*DATA PROVIDED*
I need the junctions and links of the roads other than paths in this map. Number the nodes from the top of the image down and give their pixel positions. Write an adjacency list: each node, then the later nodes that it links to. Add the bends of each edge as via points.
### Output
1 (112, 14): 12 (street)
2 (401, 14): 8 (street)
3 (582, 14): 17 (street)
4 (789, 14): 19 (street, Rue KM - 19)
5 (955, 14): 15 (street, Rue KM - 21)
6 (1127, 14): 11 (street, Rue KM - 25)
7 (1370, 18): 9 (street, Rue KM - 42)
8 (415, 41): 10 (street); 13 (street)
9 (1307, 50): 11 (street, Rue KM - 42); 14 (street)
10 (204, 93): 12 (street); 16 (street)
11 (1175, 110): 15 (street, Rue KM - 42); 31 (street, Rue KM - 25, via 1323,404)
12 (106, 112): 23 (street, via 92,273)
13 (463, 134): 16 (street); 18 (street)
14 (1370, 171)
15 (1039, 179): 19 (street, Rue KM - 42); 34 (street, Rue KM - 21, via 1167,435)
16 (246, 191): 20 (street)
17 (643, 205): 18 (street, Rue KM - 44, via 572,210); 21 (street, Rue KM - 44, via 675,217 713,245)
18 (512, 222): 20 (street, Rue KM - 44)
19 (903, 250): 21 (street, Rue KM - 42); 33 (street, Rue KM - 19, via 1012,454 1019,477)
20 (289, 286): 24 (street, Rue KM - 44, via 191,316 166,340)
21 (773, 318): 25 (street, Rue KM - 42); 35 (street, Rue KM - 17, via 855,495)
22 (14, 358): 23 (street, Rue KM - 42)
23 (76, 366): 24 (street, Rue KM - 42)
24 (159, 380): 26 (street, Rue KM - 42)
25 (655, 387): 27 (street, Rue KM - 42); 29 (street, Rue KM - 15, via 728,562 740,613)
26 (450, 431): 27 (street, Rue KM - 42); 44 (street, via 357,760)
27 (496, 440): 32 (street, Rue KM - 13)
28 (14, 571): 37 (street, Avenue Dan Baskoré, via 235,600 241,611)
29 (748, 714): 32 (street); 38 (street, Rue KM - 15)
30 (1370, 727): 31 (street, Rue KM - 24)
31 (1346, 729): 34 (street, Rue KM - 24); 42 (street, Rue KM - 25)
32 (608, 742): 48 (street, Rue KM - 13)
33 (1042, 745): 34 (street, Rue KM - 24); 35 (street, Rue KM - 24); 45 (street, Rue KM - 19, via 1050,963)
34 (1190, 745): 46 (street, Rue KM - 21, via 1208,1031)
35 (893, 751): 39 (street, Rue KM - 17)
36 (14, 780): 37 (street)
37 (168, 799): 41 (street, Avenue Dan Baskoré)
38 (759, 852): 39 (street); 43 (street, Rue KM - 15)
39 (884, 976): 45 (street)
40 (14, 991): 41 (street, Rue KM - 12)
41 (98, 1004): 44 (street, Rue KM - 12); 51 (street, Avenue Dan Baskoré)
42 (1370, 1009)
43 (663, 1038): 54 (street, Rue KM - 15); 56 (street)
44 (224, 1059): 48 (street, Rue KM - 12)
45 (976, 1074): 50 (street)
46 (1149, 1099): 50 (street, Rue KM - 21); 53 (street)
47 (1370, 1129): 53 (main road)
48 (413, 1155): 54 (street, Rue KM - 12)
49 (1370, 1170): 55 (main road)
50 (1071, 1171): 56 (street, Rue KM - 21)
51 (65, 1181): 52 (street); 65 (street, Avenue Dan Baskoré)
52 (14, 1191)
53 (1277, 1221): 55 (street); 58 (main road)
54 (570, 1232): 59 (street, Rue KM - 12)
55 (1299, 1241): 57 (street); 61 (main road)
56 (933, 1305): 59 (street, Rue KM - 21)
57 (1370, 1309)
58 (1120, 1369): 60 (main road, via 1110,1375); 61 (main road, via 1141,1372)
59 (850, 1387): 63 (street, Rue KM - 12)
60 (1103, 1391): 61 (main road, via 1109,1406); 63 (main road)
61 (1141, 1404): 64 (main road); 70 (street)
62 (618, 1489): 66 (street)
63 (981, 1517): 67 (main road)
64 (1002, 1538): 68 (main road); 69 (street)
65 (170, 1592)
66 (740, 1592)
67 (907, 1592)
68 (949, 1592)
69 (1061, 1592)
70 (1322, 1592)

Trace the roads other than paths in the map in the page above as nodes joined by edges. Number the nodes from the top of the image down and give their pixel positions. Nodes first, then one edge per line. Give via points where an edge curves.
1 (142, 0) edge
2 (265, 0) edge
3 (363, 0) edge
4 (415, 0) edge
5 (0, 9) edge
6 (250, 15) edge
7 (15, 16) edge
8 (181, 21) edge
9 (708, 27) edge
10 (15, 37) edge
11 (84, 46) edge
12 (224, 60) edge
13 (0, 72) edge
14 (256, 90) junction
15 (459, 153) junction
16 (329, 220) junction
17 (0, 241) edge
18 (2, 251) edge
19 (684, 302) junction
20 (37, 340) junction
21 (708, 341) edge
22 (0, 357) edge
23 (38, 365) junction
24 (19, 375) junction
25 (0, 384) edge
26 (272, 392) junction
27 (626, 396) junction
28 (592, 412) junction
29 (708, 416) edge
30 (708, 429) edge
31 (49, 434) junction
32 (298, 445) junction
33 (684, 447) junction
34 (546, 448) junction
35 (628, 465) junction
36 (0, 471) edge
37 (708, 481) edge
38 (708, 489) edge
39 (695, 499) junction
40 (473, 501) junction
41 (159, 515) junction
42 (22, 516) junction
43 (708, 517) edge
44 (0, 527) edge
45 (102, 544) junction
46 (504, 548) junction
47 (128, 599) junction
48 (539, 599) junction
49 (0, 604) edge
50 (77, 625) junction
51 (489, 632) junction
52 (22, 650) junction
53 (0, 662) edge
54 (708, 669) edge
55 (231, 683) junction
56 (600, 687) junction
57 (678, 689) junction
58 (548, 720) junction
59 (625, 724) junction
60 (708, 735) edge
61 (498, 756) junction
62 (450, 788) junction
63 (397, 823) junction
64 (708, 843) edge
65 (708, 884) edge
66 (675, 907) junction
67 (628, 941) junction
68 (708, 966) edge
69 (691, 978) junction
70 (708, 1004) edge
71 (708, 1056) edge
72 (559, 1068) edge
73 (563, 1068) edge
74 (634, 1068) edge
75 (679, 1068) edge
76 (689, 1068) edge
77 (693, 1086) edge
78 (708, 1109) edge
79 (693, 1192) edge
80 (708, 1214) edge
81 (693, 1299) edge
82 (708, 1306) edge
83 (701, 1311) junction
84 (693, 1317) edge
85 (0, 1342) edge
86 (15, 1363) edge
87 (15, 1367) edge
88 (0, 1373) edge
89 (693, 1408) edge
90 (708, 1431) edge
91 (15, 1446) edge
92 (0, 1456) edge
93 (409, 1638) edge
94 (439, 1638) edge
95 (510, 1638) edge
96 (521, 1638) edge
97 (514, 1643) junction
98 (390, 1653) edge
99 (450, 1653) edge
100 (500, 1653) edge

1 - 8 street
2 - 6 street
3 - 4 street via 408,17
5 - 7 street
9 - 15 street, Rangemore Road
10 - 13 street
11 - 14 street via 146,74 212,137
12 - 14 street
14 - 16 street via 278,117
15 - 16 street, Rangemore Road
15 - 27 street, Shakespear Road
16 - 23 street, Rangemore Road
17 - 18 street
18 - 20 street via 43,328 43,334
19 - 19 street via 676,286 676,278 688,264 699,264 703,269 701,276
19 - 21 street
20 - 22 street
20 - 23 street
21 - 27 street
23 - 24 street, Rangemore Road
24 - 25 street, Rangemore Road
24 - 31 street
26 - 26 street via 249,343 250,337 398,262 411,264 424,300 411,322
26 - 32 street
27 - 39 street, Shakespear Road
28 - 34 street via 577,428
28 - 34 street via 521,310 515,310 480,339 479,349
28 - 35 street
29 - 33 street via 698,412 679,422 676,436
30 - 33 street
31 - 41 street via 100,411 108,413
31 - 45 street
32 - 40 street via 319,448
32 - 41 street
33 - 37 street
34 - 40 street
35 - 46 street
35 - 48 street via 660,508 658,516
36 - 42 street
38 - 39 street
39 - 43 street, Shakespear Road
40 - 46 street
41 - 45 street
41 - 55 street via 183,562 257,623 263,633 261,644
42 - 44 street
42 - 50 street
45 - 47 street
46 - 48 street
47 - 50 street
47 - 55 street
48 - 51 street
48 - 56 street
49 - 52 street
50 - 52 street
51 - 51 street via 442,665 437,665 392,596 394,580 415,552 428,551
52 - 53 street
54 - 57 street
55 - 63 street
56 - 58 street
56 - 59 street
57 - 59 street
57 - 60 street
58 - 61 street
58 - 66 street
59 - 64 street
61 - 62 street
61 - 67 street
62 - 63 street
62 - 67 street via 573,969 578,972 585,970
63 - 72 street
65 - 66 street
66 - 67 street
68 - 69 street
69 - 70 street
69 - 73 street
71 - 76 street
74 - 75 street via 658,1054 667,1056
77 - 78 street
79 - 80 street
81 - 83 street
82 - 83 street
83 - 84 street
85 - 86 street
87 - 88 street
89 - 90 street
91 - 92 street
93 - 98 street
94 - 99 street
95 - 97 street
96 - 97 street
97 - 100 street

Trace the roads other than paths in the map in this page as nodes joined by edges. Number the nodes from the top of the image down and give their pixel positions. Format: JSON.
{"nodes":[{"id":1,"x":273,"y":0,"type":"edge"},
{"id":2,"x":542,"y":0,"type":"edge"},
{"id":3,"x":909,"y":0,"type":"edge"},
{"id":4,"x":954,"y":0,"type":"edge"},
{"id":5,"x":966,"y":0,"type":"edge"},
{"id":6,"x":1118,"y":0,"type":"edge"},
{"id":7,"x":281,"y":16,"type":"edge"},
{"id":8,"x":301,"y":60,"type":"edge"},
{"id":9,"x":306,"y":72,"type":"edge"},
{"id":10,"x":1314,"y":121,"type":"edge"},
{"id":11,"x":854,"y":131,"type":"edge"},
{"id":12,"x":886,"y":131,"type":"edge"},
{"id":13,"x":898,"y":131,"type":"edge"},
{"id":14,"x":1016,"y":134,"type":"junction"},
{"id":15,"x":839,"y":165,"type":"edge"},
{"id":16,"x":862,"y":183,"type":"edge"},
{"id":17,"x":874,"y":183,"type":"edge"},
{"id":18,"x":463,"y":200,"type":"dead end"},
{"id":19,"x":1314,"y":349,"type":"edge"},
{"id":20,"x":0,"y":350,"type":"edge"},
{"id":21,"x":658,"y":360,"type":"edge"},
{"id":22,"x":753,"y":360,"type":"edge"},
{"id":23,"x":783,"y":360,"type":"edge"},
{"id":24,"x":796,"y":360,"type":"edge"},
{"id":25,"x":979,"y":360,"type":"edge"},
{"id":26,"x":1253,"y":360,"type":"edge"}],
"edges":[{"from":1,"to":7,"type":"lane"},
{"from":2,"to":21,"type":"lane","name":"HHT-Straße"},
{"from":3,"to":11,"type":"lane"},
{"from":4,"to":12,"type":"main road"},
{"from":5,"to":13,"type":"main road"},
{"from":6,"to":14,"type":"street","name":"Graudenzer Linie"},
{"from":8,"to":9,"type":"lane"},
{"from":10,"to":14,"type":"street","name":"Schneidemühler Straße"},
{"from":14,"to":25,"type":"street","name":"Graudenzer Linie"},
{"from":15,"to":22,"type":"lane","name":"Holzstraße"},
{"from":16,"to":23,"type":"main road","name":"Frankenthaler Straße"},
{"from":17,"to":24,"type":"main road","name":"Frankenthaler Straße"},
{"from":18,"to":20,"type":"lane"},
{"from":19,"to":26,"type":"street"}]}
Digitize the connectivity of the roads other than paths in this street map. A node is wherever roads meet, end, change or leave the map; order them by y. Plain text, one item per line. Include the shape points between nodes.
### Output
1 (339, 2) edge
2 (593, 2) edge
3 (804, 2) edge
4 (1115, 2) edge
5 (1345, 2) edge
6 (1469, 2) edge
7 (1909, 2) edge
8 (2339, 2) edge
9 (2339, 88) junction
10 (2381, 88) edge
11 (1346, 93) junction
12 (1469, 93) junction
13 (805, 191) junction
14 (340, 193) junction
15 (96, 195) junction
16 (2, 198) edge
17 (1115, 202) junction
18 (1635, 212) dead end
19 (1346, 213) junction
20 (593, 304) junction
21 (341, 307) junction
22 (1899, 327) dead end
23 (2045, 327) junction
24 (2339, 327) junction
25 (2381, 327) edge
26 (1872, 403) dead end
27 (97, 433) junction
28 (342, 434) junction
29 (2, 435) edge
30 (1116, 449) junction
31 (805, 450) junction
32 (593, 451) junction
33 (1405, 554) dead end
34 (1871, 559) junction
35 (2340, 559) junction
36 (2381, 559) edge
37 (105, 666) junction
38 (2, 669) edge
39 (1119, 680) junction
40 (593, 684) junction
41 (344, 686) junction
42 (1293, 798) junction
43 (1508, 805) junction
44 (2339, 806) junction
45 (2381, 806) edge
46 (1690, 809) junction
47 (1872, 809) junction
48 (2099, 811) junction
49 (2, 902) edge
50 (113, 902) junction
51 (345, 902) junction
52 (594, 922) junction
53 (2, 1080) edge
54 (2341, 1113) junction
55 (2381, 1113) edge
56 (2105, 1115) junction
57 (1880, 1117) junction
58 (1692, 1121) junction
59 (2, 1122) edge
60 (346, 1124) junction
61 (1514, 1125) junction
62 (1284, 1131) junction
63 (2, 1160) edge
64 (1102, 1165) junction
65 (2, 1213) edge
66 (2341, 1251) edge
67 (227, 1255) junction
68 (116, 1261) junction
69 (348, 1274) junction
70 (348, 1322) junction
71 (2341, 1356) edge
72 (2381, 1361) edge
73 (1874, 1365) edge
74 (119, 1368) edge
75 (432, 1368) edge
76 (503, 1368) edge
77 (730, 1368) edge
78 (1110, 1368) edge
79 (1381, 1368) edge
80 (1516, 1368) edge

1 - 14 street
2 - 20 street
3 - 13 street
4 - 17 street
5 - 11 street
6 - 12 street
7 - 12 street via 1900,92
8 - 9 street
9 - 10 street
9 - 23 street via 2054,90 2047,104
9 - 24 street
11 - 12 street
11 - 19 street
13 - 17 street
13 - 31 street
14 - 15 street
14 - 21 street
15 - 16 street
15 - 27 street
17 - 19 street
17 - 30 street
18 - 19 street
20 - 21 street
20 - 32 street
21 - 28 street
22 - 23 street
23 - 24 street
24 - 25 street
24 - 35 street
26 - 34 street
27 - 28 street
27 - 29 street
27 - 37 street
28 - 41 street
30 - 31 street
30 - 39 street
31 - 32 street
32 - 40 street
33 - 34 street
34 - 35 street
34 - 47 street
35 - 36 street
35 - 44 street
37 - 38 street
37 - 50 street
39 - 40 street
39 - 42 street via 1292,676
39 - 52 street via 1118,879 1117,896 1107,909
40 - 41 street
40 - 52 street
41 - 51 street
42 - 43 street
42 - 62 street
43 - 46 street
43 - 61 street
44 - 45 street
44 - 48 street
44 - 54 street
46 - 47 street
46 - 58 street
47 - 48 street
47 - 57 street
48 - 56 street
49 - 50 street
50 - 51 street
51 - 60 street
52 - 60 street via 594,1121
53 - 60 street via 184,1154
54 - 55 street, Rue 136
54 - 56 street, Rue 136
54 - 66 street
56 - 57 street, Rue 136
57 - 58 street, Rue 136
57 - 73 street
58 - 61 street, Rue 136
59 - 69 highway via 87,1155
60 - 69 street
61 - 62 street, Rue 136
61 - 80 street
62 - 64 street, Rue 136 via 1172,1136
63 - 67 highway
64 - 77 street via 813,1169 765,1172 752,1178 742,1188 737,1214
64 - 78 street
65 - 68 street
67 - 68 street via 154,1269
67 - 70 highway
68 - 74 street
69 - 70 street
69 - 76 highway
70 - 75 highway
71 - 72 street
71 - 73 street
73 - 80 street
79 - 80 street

*WORK ORDER*
In the entries above, some lines hold the string "other". Copy each of them.

*RESPONSE BELOW*
I need the junctions and links of the roads other than paths in this map. Number the nodes from the top of the image down and give their pixel positions. Write an adjacency list: each node, then the later nodes that it links to. Add the bends of each edge as via points.
Trace the roads other than paths in the map in the page above as nodes joined by edges. Number the nodes from the top of the image down and give their pixel positions. Nodes first, then one edge per line. Give via points where an edge curves.
Trace the roads other than paths in the map in this page as nodes joined by edges. Number the nodes from the top of the image down and give their pixel positions. Format: JSON.
Digitize the connectivity of the roads other than paths in this street map. A node is wherever roads meet, end, change or leave the map; order them by y. Plain text, one item per line. Include the shape points between nodes.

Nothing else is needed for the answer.